With this in mind, from what I read, I decided to use GATK to call variants. So until know, I realize that I need to use Picard to fix read groups, index the bam files (all together with
java -jar picard.jar AddOrReplaceReadGroups I=input.bam O=output.bam CREATE_INDEX=true RGID=$ RGSM=$RGSM RGLB=$RGLB RGPL=$RGPL RGPU=$RGPU #(the read groups parameters represent bash variables)
Then, I index and create a dictionary for the reference genome. After this I would like to call the variants with 'HaplotypeCaller' and I read here - https://software.broadinstitute.org/gatk/blog?id=7847 - that local realignment around indels was removed from the 'HaplotypeCaller' workflow, but still it is recommend to perform this step before 'HaplotypeCaller'.

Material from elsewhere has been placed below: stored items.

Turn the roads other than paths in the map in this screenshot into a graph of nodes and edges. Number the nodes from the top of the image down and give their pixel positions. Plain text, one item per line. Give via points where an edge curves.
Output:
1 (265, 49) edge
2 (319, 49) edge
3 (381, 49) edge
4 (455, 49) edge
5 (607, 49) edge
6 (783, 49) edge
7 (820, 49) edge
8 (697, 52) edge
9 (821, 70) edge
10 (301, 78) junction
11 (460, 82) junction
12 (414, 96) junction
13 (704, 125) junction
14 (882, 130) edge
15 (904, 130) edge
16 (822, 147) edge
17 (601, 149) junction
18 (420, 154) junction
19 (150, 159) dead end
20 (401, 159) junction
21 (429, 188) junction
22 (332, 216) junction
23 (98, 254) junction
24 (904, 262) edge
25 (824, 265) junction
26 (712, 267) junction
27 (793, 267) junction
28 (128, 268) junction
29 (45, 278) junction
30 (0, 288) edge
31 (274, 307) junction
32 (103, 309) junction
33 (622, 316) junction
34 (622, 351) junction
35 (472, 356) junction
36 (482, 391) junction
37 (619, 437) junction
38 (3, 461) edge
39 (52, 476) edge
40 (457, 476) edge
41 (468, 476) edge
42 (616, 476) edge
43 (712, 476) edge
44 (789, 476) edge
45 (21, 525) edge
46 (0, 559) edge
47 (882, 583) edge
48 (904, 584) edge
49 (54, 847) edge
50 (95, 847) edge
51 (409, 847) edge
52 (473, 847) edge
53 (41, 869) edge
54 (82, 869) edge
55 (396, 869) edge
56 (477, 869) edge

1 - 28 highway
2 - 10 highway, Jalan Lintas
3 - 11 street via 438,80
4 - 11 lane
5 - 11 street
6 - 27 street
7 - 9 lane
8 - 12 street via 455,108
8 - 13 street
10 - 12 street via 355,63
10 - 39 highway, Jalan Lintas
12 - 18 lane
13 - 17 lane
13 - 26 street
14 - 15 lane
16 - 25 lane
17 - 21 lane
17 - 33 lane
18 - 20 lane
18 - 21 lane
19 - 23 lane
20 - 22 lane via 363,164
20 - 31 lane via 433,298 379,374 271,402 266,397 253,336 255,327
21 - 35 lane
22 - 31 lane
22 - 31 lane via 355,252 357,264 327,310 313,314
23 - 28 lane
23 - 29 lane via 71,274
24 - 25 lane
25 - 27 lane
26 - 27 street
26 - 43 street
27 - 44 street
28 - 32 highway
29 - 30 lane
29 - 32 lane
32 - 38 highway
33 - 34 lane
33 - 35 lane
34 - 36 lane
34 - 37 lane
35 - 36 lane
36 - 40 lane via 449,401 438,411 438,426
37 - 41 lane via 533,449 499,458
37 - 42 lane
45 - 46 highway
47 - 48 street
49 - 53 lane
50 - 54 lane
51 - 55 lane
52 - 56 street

So, I tried to run the 'RealignerTargetCreator' and 'IndelRealigner', the problem is that I don't have a vcf file with known indels for these strains.

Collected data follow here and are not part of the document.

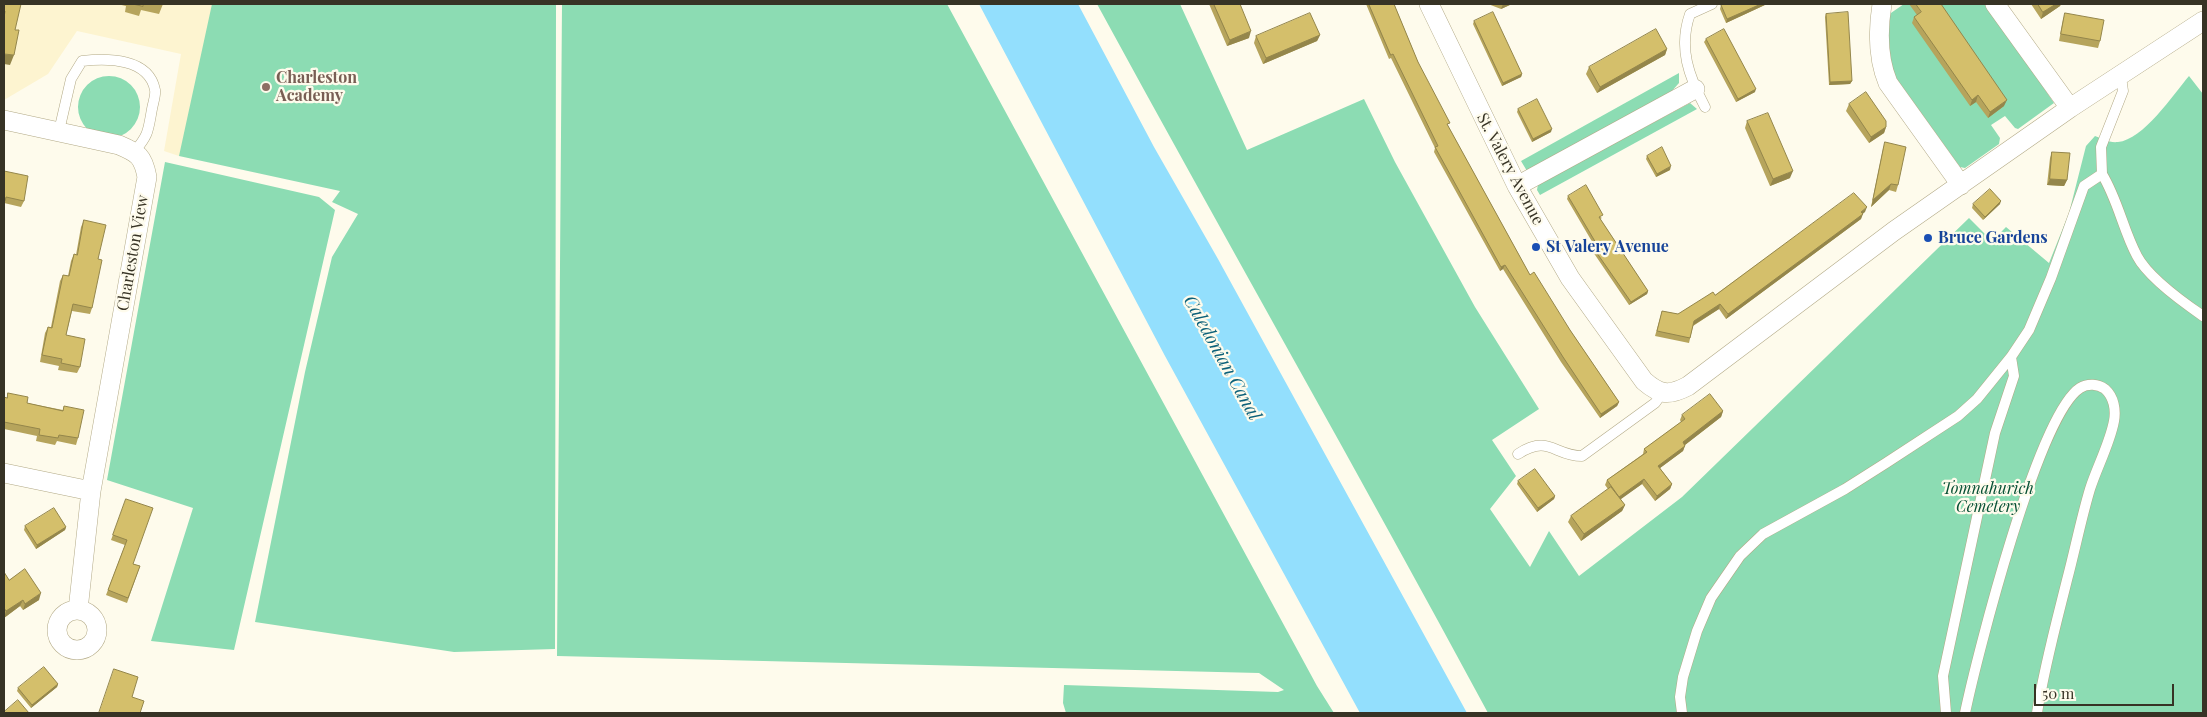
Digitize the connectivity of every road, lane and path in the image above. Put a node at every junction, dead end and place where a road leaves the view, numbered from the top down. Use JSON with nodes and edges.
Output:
{"nodes":[{"id":1,"x":1429,"y":4,"type":"edge"},
{"id":2,"x":1712,"y":4,"type":"edge"},
{"id":3,"x":1882,"y":4,"type":"edge"},
{"id":4,"x":1995,"y":4,"type":"edge"},
{"id":5,"x":2203,"y":21,"type":"edge"},
{"id":6,"x":2121,"y":77,"type":"junction"},
{"id":7,"x":1695,"y":89,"type":"junction"},
{"id":8,"x":1705,"y":107,"type":"dead end"},
{"id":9,"x":2070,"y":108,"type":"junction"},
{"id":10,"x":4,"y":120,"type":"edge"},
{"id":11,"x":59,"y":132,"type":"junction"},
{"id":12,"x":135,"y":151,"type":"junction"},
{"id":13,"x":2102,"y":174,"type":"junction"},
{"id":14,"x":1961,"y":185,"type":"junction"},
{"id":15,"x":1517,"y":186,"type":"junction"},
{"id":16,"x":2203,"y":316,"type":"edge"},
{"id":17,"x":2011,"y":357,"type":"junction"},
{"id":18,"x":1663,"y":392,"type":"junction"},
{"id":19,"x":1518,"y":454,"type":"dead end"},
{"id":20,"x":4,"y":473,"type":"edge"},
{"id":21,"x":91,"y":491,"type":"junction"},
{"id":22,"x":78,"y":610,"type":"dead end"},
{"id":23,"x":1682,"y":713,"type":"edge"},
{"id":24,"x":1946,"y":713,"type":"edge"},
{"id":25,"x":1965,"y":713,"type":"edge"},
{"id":26,"x":2037,"y":713,"type":"edge"}],
"edges":[{"from":1,"to":15,"type":"street","name":"St. Valery Avenue"},
{"from":2,"to":7,"type":"lane"},
{"from":3,"to":14,"type":"street"},
{"from":4,"to":9,"type":"street"},
{"from":5,"to":6,"type":"street"},
{"from":6,"to":9,"type":"street"},
{"from":6,"to":13,"type":"lane"},
{"from":7,"to":8,"type":"lane"},
{"from":7,"to":15,"type":"street"},
{"from":9,"to":14,"type":"street"},
{"from":10,"to":11,"type":"street"},
{"from":11,"to":12,"type":"street"},
{"from":11,"to":12,"type":"lane"},
{"from":12,"to":21,"type":"street","name":"Charleston View"},
{"from":13,"to":16,"type":"lane"},
{"from":13,"to":17,"type":"lane"},
{"from":14,"to":18,"type":"street"},
{"from":15,"to":18,"type":"street","name":"St. Valery Avenue"},
{"from":17,"to":23,"type":"lane"},
{"from":17,"to":24,"type":"lane"},
{"from":18,"to":19,"type":"lane"},
{"from":20,"to":21,"type":"street"},
{"from":21,"to":22,"type":"street","name":"Charleston View"},
{"from":25,"to":26,"type":"lane"}]}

So, now I'm running 'HaplotypeCaller' for each strain's genome:
gatk HaplotypeCaller -R $DB -I output.bam -O output.g.vcf -ERC GVCF # output.bam from the above picard command
Then, my intention is to merge all the variants in order to quantify the unique SNPs for each strain:
gatk GenotypeGVCFs -R $DB --variant ${1}.g.vcf --variant ${2}.g.vcf --variant ${3}.g.vcf --variant ${4}.g.vcf --variant ${5}.g.vcf --variant ${6}.g.vcf --variant ${7}.g.vcf --variant ${8}.g.vcf --variant ${9}.g.vcf --variant ${10}.g.vcf -o ${OUT}/merged.vcf
So, my question is: can I run 'HaplotypeCaller' in order to get the chromosome positions of indels and use these as reference for 'RealignerTargetCreator' and 'IndelRealigner'? Or I don't need them when I'm using the 'HaplotypeCaller' and, then, 'GenotypeGVCFs' and I still can get reliable chromosome positions for unique SNPs for each strain?
Thanks in advance!
Sincerely,
António
Thank you @Marks!
I read that to, but I found at this link - https://software.broadinstitute.org/gatk/blog?id=7847 - that we should still do the local realignment, and that's why I asked.
António
I agree it's confusing. That blog is very detailed but from my reading, the take home message is that HaplotypeCaller is much better at resolving indels than UnifiedGenotyper+IndelRealigner. In some cases though, such as low quality libraries, it might be beneficial to use indelrealigner alongside haplotypecaller.
Have a read of the blog again, it's very well written.